Task prompt | Examine the records below. Report how many of their lines contain the word "name", with no other content.

::: Records for the task

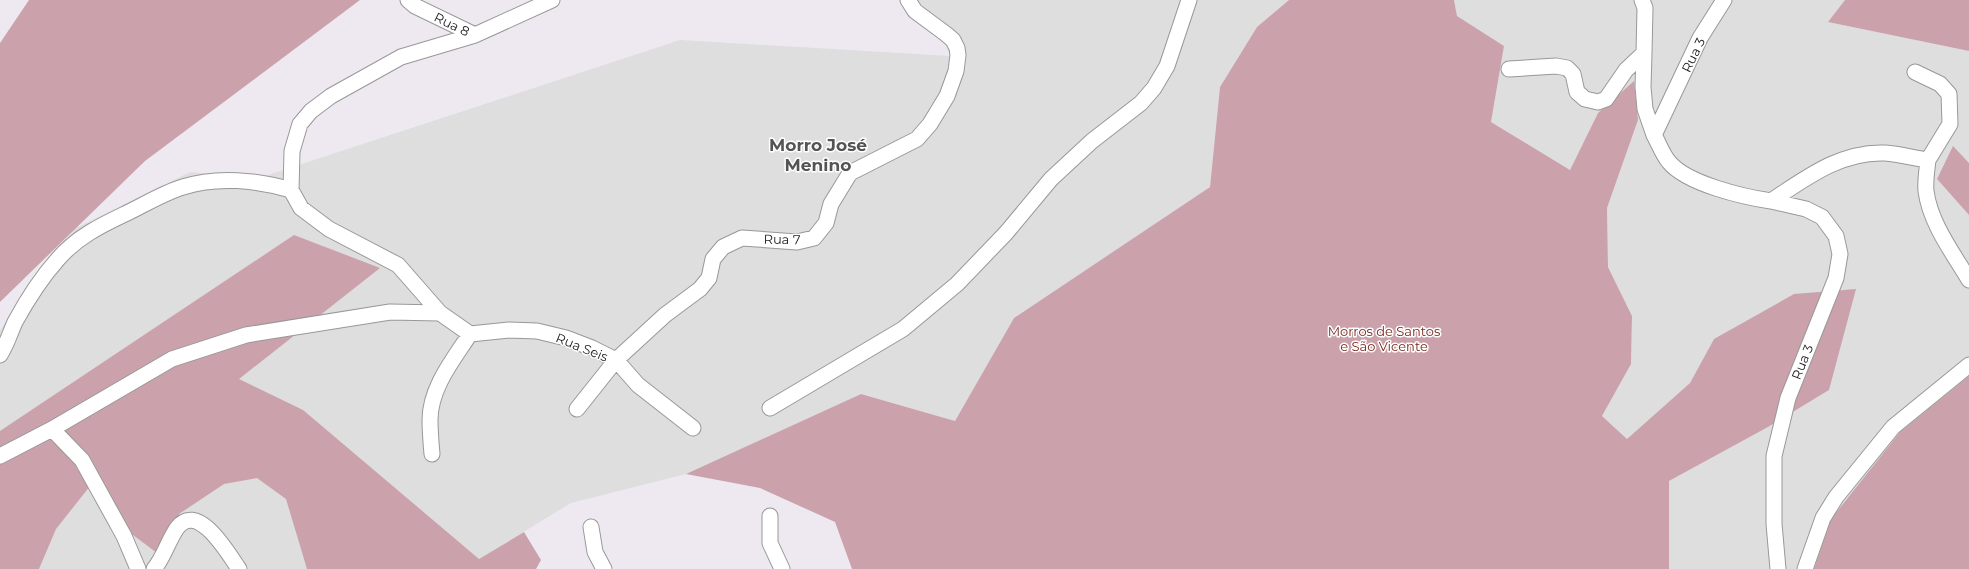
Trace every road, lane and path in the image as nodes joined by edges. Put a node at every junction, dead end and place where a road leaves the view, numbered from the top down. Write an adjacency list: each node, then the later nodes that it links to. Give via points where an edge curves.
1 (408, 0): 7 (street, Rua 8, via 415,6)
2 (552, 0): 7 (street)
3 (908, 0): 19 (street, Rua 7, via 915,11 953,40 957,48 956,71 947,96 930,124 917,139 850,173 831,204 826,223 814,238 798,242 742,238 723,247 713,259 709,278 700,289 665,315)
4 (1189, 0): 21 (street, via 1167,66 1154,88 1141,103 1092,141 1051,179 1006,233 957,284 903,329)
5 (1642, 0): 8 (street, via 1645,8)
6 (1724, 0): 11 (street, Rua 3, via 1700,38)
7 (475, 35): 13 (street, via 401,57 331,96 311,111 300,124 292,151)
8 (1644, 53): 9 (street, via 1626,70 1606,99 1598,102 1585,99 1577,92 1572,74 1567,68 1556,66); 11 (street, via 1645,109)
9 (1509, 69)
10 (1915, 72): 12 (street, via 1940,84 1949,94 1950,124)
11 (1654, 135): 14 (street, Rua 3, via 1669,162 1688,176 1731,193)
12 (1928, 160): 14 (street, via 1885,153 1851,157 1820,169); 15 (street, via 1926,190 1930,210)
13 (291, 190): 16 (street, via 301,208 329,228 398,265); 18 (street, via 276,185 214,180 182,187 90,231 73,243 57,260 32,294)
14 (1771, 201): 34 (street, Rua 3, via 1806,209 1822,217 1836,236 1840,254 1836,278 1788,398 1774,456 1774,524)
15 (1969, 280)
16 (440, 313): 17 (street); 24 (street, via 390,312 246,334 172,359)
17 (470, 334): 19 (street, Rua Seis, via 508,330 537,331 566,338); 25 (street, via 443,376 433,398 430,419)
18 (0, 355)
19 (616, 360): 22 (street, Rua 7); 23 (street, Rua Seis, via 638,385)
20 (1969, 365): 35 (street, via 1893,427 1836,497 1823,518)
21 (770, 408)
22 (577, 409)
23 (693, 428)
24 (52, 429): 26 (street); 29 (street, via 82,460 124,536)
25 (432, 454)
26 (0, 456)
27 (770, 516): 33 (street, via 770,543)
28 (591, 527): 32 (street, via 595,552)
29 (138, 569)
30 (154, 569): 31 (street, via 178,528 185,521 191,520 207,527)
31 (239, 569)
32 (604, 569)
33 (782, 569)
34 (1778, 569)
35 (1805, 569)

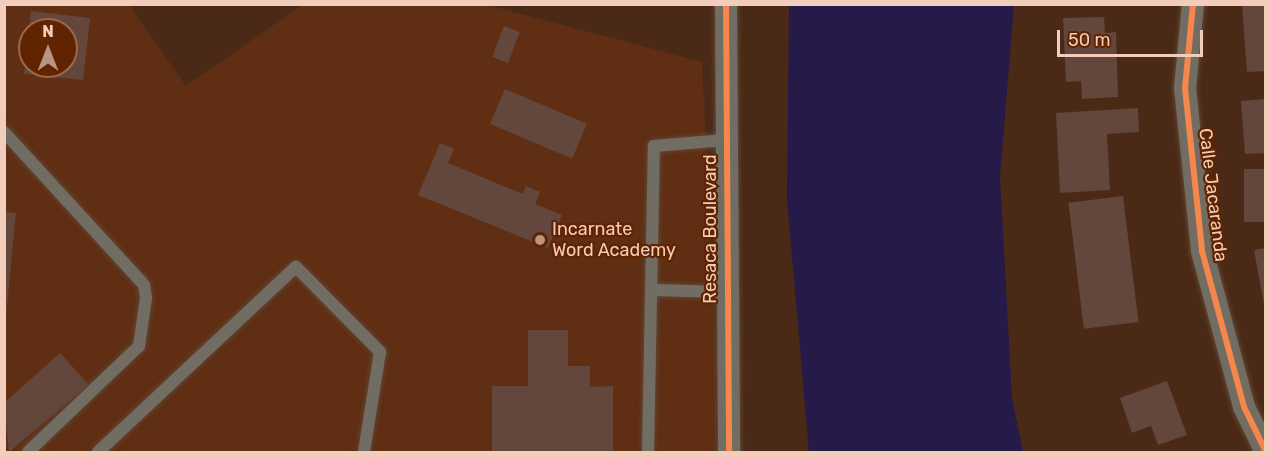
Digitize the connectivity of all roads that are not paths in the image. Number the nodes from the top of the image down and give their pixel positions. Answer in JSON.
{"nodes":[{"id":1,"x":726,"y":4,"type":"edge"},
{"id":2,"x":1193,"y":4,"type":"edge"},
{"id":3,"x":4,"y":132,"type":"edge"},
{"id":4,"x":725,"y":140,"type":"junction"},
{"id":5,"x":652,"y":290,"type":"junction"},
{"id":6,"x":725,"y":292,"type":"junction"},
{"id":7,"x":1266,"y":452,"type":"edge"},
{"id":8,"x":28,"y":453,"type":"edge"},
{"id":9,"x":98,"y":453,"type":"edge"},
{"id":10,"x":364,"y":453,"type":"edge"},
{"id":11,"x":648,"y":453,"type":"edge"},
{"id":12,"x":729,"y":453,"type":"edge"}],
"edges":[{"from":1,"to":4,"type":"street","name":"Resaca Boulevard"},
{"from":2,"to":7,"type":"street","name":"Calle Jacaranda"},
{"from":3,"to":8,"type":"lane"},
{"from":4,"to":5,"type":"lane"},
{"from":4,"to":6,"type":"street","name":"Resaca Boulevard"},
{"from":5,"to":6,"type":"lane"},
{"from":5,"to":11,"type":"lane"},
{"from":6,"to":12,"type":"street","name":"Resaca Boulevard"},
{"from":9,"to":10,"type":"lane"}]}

::::::

Exercise output | 4